International Subsidiaries: The Long-Term IDRs of BK's material international subsidiaries would be sensitive to a change in BNYM's Long-Term IDR, a change to these entities' entitlement to intragroup resources under BK's resolution plan or Fitch's reassessment of the plan's credibility. Moreover, the Long-Term IDRs of BK's international subsidiaries are sensitive to Country Ceiling constraints.
Long- and Short-Term Deposit Ratings: Deposit ratings of domestic or international depository subsidiaries would be primarily sensitive to changes in their respective Long-Term IDRs.

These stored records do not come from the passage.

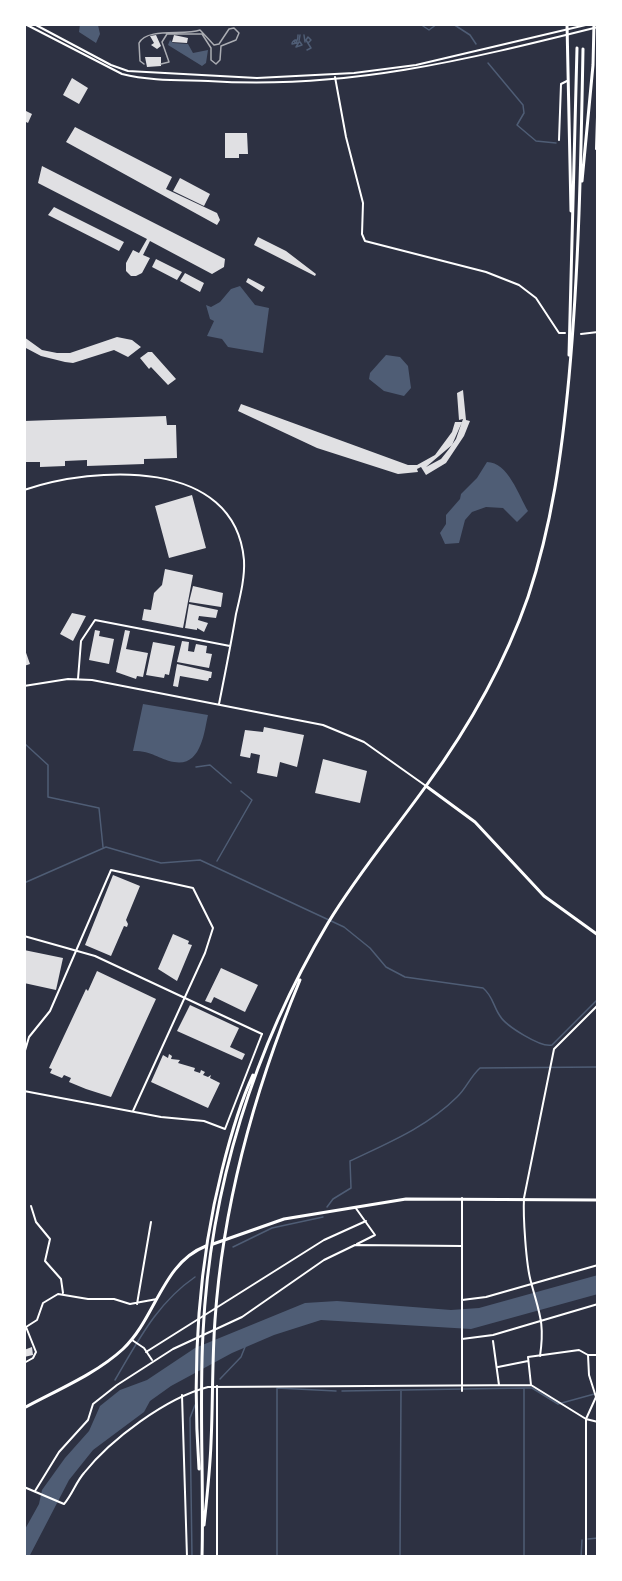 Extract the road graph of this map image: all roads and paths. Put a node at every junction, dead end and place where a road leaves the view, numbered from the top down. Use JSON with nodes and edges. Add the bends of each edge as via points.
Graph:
{"nodes":[{"id":1,"x":25,"y":24,"type":"edge"},
{"id":2,"x":34,"y":24,"type":"edge"},
{"id":3,"x":567,"y":24,"type":"edge"},
{"id":4,"x":594,"y":26,"type":"edge"},
{"id":5,"x":567,"y":29,"type":"junction"},
{"id":6,"x":567,"y":35,"type":"junction"},
{"id":7,"x":577,"y":48,"type":"dead end"},
{"id":8,"x":583,"y":49,"type":"dead end"},
{"id":9,"x":593,"y":65,"type":"junction"},
{"id":10,"x":598,"y":68,"type":"edge"},
{"id":11,"x":335,"y":75,"type":"junction"},
{"id":12,"x":336,"y":80,"type":"junction"},
{"id":13,"x":567,"y":81,"type":"junction"},
{"id":14,"x":598,"y":85,"type":"edge"},
{"id":15,"x":559,"y":140,"type":"dead end"},
{"id":16,"x":596,"y":149,"type":"dead end"},
{"id":17,"x":581,"y":193,"type":"junction"},
{"id":18,"x":573,"y":246,"type":"junction"},
{"id":19,"x":598,"y":332,"type":"edge"},
{"id":20,"x":565,"y":333,"type":"dead end"},
{"id":21,"x":581,"y":334,"type":"dead end"},
{"id":22,"x":568,"y":381,"type":"junction"},
{"id":23,"x":24,"y":490,"type":"edge"},
{"id":24,"x":230,"y":646,"type":"junction"},
{"id":25,"x":78,"y":679,"type":"junction"},
{"id":26,"x":24,"y":686,"type":"edge"},
{"id":27,"x":219,"y":704,"type":"junction"},
{"id":28,"x":426,"y":786,"type":"junction"},
{"id":29,"x":598,"y":935,"type":"edge"},
{"id":30,"x":24,"y":936,"type":"edge"},
{"id":31,"x":78,"y":952,"type":"junction"},
{"id":32,"x":307,"y":961,"type":"junction"},
{"id":33,"x":184,"y":998,"type":"junction"},
{"id":34,"x":598,"y":1005,"type":"edge"},
{"id":35,"x":24,"y":1054,"type":"edge"},
{"id":36,"x":24,"y":1091,"type":"edge"},
{"id":37,"x":133,"y":1111,"type":"junction"},
{"id":38,"x":240,"y":1115,"type":"junction"},
{"id":39,"x":462,"y":1198,"type":"junction"},
{"id":40,"x":524,"y":1198,"type":"junction"},
{"id":41,"x":598,"y":1200,"type":"edge"},
{"id":42,"x":31,"y":1206,"type":"dead end"},
{"id":43,"x":355,"y":1207,"type":"junction"},
{"id":44,"x":366,"y":1221,"type":"junction"},
{"id":45,"x":151,"y":1222,"type":"dead end"},
{"id":46,"x":224,"y":1241,"type":"junction"},
{"id":47,"x":355,"y":1245,"type":"junction"},
{"id":48,"x":205,"y":1246,"type":"junction"},
{"id":49,"x":462,"y":1246,"type":"junction"},
{"id":50,"x":598,"y":1265,"type":"edge"},
{"id":51,"x":531,"y":1283,"type":"junction"},
{"id":52,"x":63,"y":1293,"type":"junction"},
{"id":53,"x":158,"y":1298,"type":"junction"},
{"id":54,"x":462,"y":1300,"type":"junction"},
{"id":55,"x":137,"y":1304,"type":"junction"},
{"id":56,"x":598,"y":1304,"type":"edge"},
{"id":57,"x":543,"y":1320,"type":"junction"},
{"id":58,"x":462,"y":1340,"type":"junction"},
{"id":59,"x":134,"y":1341,"type":"junction"},
{"id":60,"x":493,"y":1341,"type":"dead end"},
{"id":61,"x":146,"y":1352,"type":"junction"},
{"id":62,"x":588,"y":1355,"type":"junction"},
{"id":63,"x":598,"y":1355,"type":"edge"},
{"id":64,"x":540,"y":1356,"type":"junction"},
{"id":65,"x":152,"y":1360,"type":"junction"},
{"id":66,"x":528,"y":1361,"type":"junction"},
{"id":67,"x":24,"y":1363,"type":"edge"},
{"id":68,"x":498,"y":1367,"type":"junction"},
{"id":69,"x":531,"y":1385,"type":"junction"},
{"id":70,"x":217,"y":1386,"type":"junction"},
{"id":71,"x":499,"y":1386,"type":"junction"},
{"id":72,"x":462,"y":1389,"type":"junction"},
{"id":73,"x":182,"y":1395,"type":"junction"},
{"id":74,"x":24,"y":1408,"type":"edge"},
{"id":75,"x":586,"y":1419,"type":"junction"},
{"id":76,"x":598,"y":1422,"type":"edge"},
{"id":77,"x":24,"y":1487,"type":"edge"},
{"id":78,"x":35,"y":1491,"type":"junction"},
{"id":79,"x":201,"y":1495,"type":"junction"},
{"id":80,"x":203,"y":1538,"type":"junction"},
{"id":81,"x":187,"y":1557,"type":"edge"},
{"id":82,"x":202,"y":1557,"type":"edge"},
{"id":83,"x":216,"y":1557,"type":"edge"},
{"id":84,"x":586,"y":1557,"type":"edge"}],
"edges":[{"from":1,"to":12,"type":"street","via":[[130,76],[228,82]]},
{"from":2,"to":11,"type":"street","via":[[111,65],[136,72],[257,78]]},
{"from":3,"to":5,"type":"main road"},
{"from":4,"to":5,"type":"street"},
{"from":4,"to":6,"type":"street"},
{"from":4,"to":9,"type":"main road"},
{"from":5,"to":6,"type":"main road"},
{"from":5,"to":11,"type":"street","via":[[416,65]]},
{"from":6,"to":12,"type":"street","via":[[424,69]]},
{"from":6,"to":13,"type":"main road"},
{"from":7,"to":18,"type":"main road"},
{"from":8,"to":17,"type":"main road"},
{"from":9,"to":10,"type":"street"},
{"from":9,"to":17,"type":"main road"},
{"from":11,"to":12,"type":"street"},
{"from":12,"to":20,"type":"street","via":[[363,203],[365,241],[508,280],[533,294],[559,333]]},
{"from":13,"to":15,"type":"street","via":[[561,84]]},
{"from":13,"to":18,"type":"main road"},
{"from":14,"to":16,"type":"street"},
{"from":17,"to":22,"type":"main road"},
{"from":18,"to":22,"type":"main road"},
{"from":19,"to":21,"type":"street"},
{"from":22,"to":28,"type":"main road","via":[[561,463],[527,599],[502,661],[467,726]]},
{"from":23,"to":24,"type":"street","via":[[60,478],[99,474],[176,481],[208,495],[233,523],[243,554],[244,576]]},
{"from":24,"to":25,"type":"street","via":[[95,620],[81,641]]},
{"from":24,"to":27,"type":"street"},
{"from":25,"to":26,"type":"street"},
{"from":25,"to":27,"type":"street"},
{"from":27,"to":28,"type":"street","via":[[339,730],[374,748]]},
{"from":28,"to":29,"type":"main road","via":[[475,822],[544,896]]},
{"from":28,"to":32,"type":"main road","via":[[361,874]]},
{"from":30,"to":31,"type":"street"},
{"from":31,"to":33,"type":"street","via":[[95,956]]},
{"from":31,"to":33,"type":"street","via":[[111,870],[193,888],[213,928]]},
{"from":31,"to":35,"type":"street","via":[[46,1019],[29,1037]]},
{"from":32,"to":38,"type":"main road","via":[[280,1012]]},
{"from":32,"to":46,"type":"main road","via":[[249,1132]]},
{"from":33,"to":37,"type":"street"},
{"from":33,"to":37,"type":"street","via":[[262,1034],[225,1129],[204,1121]]},
{"from":34,"to":40,"type":"street","via":[[554,1049]]},
{"from":36,"to":37,"type":"street"},
{"from":38,"to":48,"type":"main road"},
{"from":38,"to":79,"type":"main road","via":[[221,1195],[207,1283]]},
{"from":39,"to":40,"type":"main road"},
{"from":39,"to":43,"type":"main road"},
{"from":39,"to":49,"type":"street"},
{"from":40,"to":41,"type":"main road"},
{"from":40,"to":51,"type":"street"},
{"from":42,"to":52,"type":"street","via":[[36,1222],[50,1239],[45,1261],[61,1279]]},
{"from":43,"to":44,"type":"street"},
{"from":43,"to":46,"type":"main road","via":[[284,1220]]},
{"from":44,"to":47,"type":"street","via":[[375,1234]]},
{"from":44,"to":61,"type":"street","via":[[324,1240]]},
{"from":45,"to":55,"type":"street"},
{"from":46,"to":48,"type":"main road"},
{"from":46,"to":80,"type":"main road","via":[[216,1304]]},
{"from":47,"to":49,"type":"street"},
{"from":47,"to":65,"type":"street","via":[[307,1270],[242,1317]]},
{"from":48,"to":53,"type":"main road","via":[[183,1259]]},
{"from":48,"to":79,"type":"main road","via":[[197,1330]]},
{"from":49,"to":54,"type":"street"},
{"from":50,"to":51,"type":"street"},
{"from":51,"to":54,"type":"street"},
{"from":51,"to":57,"type":"street"},
{"from":52,"to":55,"type":"street","via":[[81,1299]]},
{"from":52,"to":67,"type":"street","via":[[43,1303],[37,1320],[26,1327],[36,1352]]},
{"from":53,"to":55,"type":"street"},
{"from":53,"to":59,"type":"main road"},
{"from":54,"to":58,"type":"street"},
{"from":56,"to":57,"type":"street"},
{"from":57,"to":58,"type":"street"},
{"from":57,"to":64,"type":"street"},
{"from":58,"to":72,"type":"street"},
{"from":59,"to":61,"type":"street"},
{"from":59,"to":74,"type":"main road","via":[[109,1360]]},
{"from":60,"to":68,"type":"street"},
{"from":61,"to":65,"type":"street"},
{"from":62,"to":63,"type":"street"},
{"from":62,"to":64,"type":"street","via":[[579,1350]]},
{"from":62,"to":75,"type":"street","via":[[595,1394]]},
{"from":64,"to":66,"type":"street","via":[[528,1357]]},
{"from":65,"to":78,"type":"street","via":[[93,1404],[88,1420],[59,1452]]},
{"from":66,"to":68,"type":"street"},
{"from":66,"to":69,"type":"street"},
{"from":68,"to":71,"type":"street"},
{"from":69,"to":71,"type":"street"},
{"from":69,"to":75,"type":"street"},
{"from":70,"to":72,"type":"street"},
{"from":70,"to":73,"type":"street"},
{"from":70,"to":83,"type":"street"},
{"from":71,"to":72,"type":"street"},
{"from":73,"to":78,"type":"street","via":[[108,1449],[85,1471],[66,1503]]},
{"from":73,"to":81,"type":"street"},
{"from":75,"to":76,"type":"street"},
{"from":75,"to":84,"type":"street"},
{"from":77,"to":78,"type":"street"},
{"from":79,"to":80,"type":"main road"},
{"from":80,"to":82,"type":"main road"}]}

Derivative Counterparty Ratings: The DCR is primarily sensitive to a change in BNYM's Long-Term IDR. In addition, it could be upgraded one notch above the IDR if a change in legislation creates legal preference for derivatives over certain other senior obligations and, in Fitch's view, the volume of all legally subordinated obligations provides a substantial enough buffer to protect derivative counterparties from default in a resolution scenario.
VR ADJUSTMENTS
A Business Profile score of 'aa-' was assigned above the implied score of 'a' due to the follow adjustment reasons: Market Position (positive).
REFERENCES FOR SUBSTANTIALLY MATERIAL SOURCE CITED AS KEY DRIVER OF RATING
The principal sources of information used in the analysis are described in the Applicable Criteria.
ESG Considerations
The highest level of ESG credit relevance is a score of '3', unless otherwise disclosed in this section. A score of '3' means ESG issues are credit-neutral or have only a minimal credit impact on the entity, either due to their nature or the way in which they are being managed by the entity. Fitch's ESG Relevance Scores are not inputs in the rating process; they are an observation on the relevance and materiality of ESG factors in the rating decision. For more information on Fitch's ESG Relevance Scores, visit https://www.fitchratings.com/topics/esg/products#esg-relevance-scores.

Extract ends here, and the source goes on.